_Task instructions_
Transcribe each of the records below exactly, excluding all pictures.

_Stored data entries_
|---|

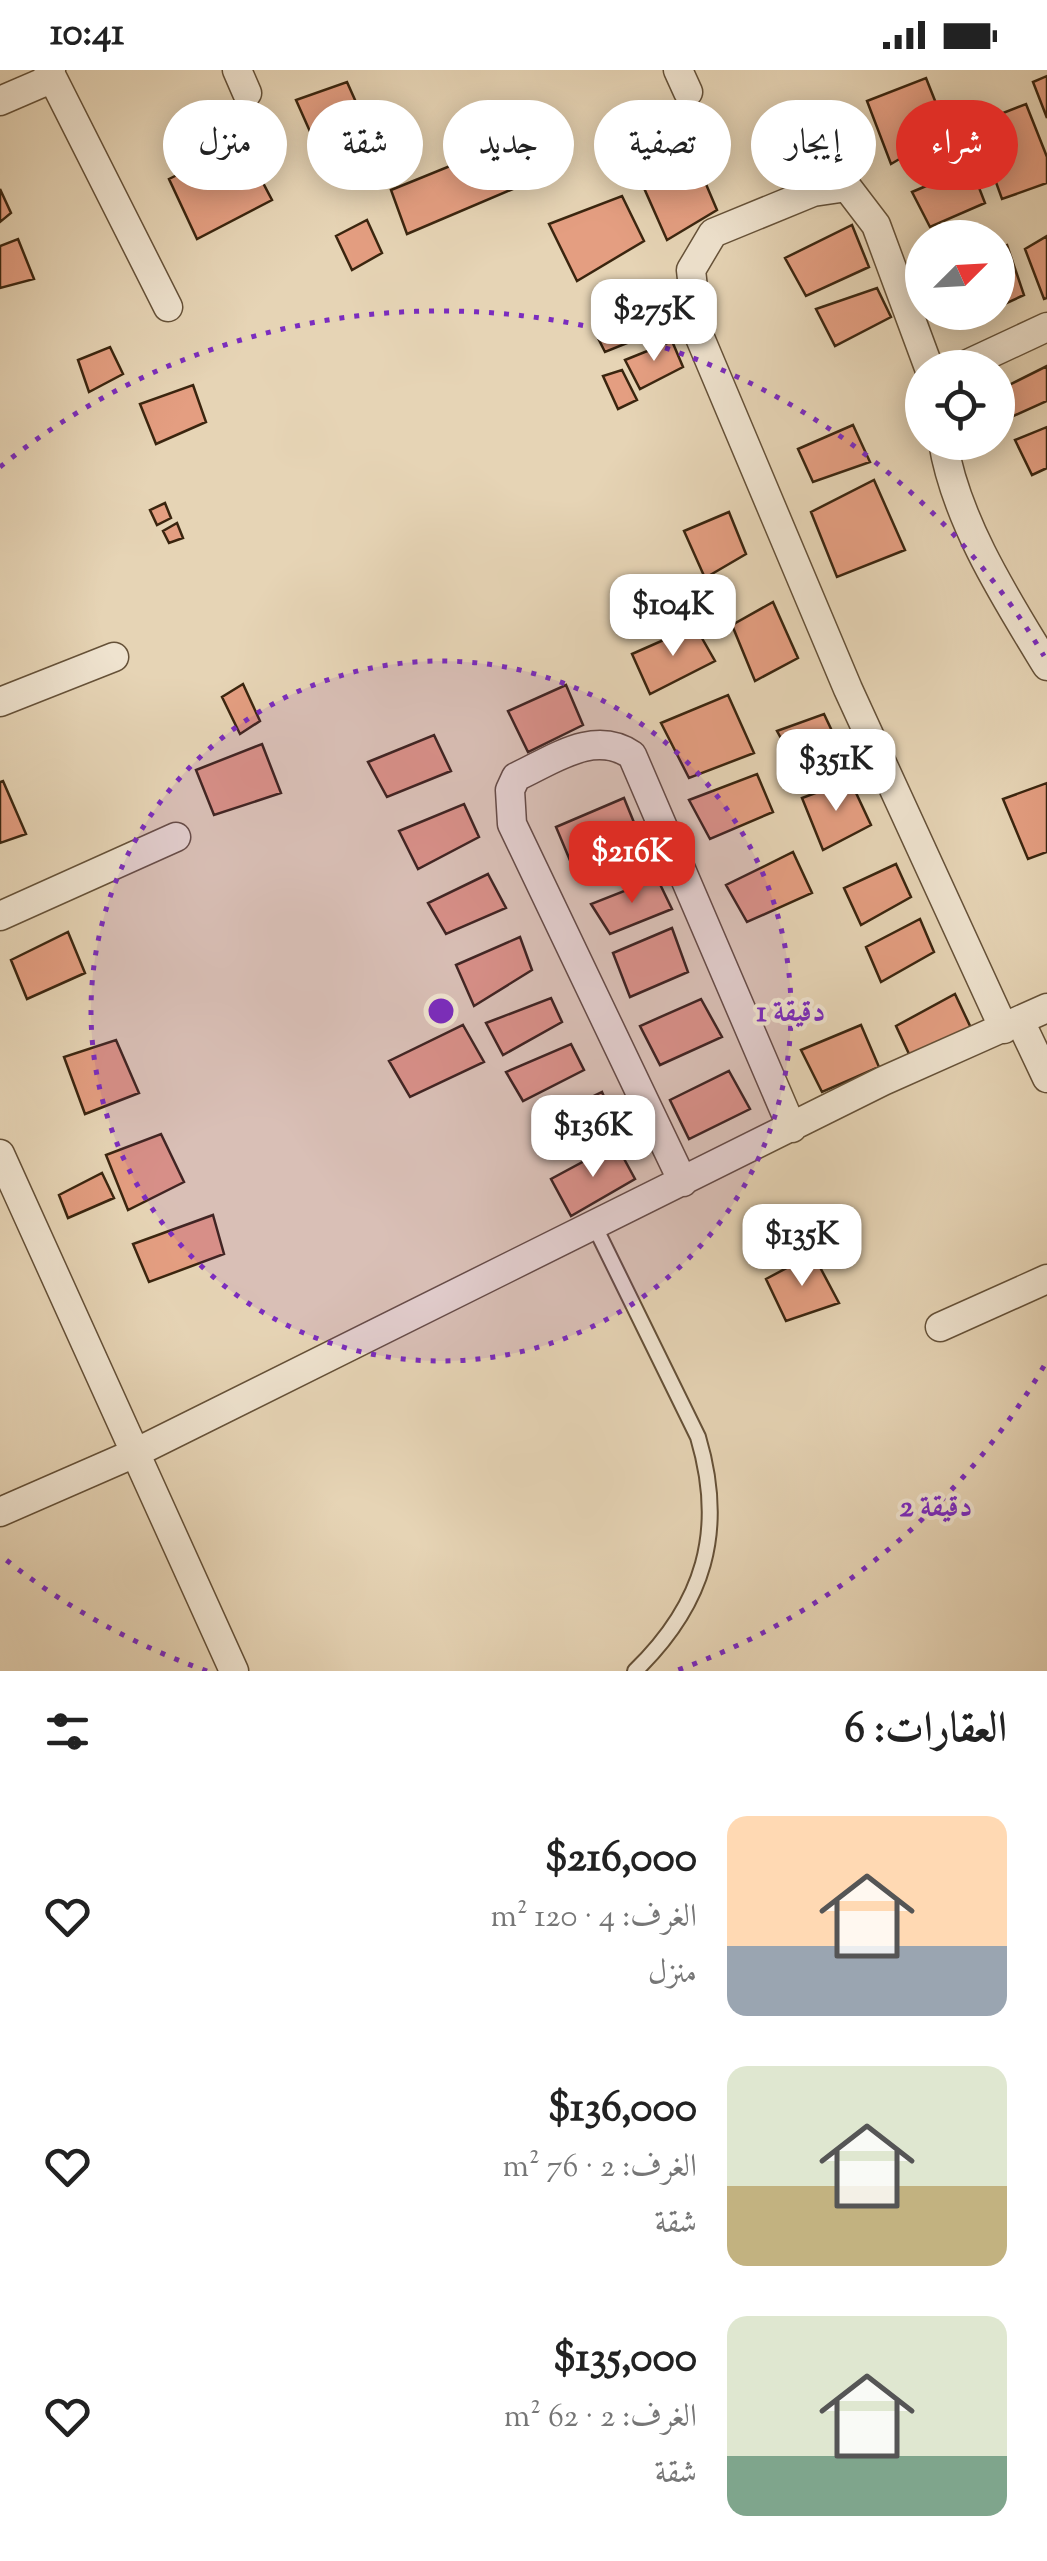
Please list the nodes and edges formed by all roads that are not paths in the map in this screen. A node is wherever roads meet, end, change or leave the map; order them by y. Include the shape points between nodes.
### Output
1 (51, 72) edge
2 (0, 101) edge
3 (168, 308) dead end
4 (1047, 327) edge
5 (922, 350) edge
6 (998, 350) edge
7 (946, 460) edge
8 (114, 658) dead end
9 (1047, 666) edge
10 (0, 702) edge
11 (176, 837) dead end
12 (0, 916) edge
13 (1047, 1008) edge
14 (1012, 1025) junction
15 (1047, 1078) edge
16 (792, 1128) junction
17 (0, 1154) edge
18 (683, 1182) junction
19 (594, 1225) junction
20 (1047, 1279) edge
21 (940, 1328) dead end
22 (135, 1453) junction
23 (0, 1512) edge
24 (234, 1671) edge
25 (635, 1671) edge

1 - 2 street via 44,82
1 - 3 street
4 - 6 street
5 - 14 street via 876,225 847,187 813,192 713,233 690,270 698,333 848,689
7 - 9 street via 984,557
8 - 10 street
11 - 12 street
13 - 14 street
14 - 15 street
14 - 16 street
16 - 18 street
16 - 18 street via 632,755 607,743 585,746 516,777 512,824
17 - 22 street
18 - 19 street
19 - 22 street
19 - 25 lane via 708,1470 706,1556 691,1601 668,1638
20 - 21 street
22 - 23 street
22 - 24 street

|---|

_Your response_
Please list the nodes and edges formed by all roads that are not paths in the map in this screen. A node is wherever roads meet, end, change or leave the map; order them by y. Include the shape points between nodes.
### Output
1 (51, 72) edge
2 (0, 101) edge
3 (168, 308) dead end
4 (1047, 327) edge
5 (922, 350) edge
6 (998, 350) edge
7 (946, 460) edge
8 (114, 658) dead end
9 (1047, 666) edge
10 (0, 702) edge
11 (176, 837) dead end
12 (0, 916) edge
13 (1047, 1008) edge
14 (1012, 1025) junction
15 (1047, 1078) edge
16 (792, 1128) junction
17 (0, 1154) edge
18 (683, 1182) junction
19 (594, 1225) junction
20 (1047, 1279) edge
21 (940, 1328) dead end
22 (135, 1453) junction
23 (0, 1512) edge
24 (234, 1671) edge
25 (635, 1671) edge

1 - 2 street via 44,82
1 - 3 street
4 - 6 street
5 - 14 street via 876,225 847,187 813,192 713,233 690,270 698,333 848,689
7 - 9 street via 984,557
8 - 10 street
11 - 12 street
13 - 14 street
14 - 15 street
14 - 16 street
16 - 18 street
16 - 18 street via 632,755 607,743 585,746 516,777 512,824
17 - 22 street
18 - 19 street
19 - 22 street
19 - 25 lane via 708,1470 706,1556 691,1601 668,1638
20 - 21 street
22 - 23 street
22 - 24 street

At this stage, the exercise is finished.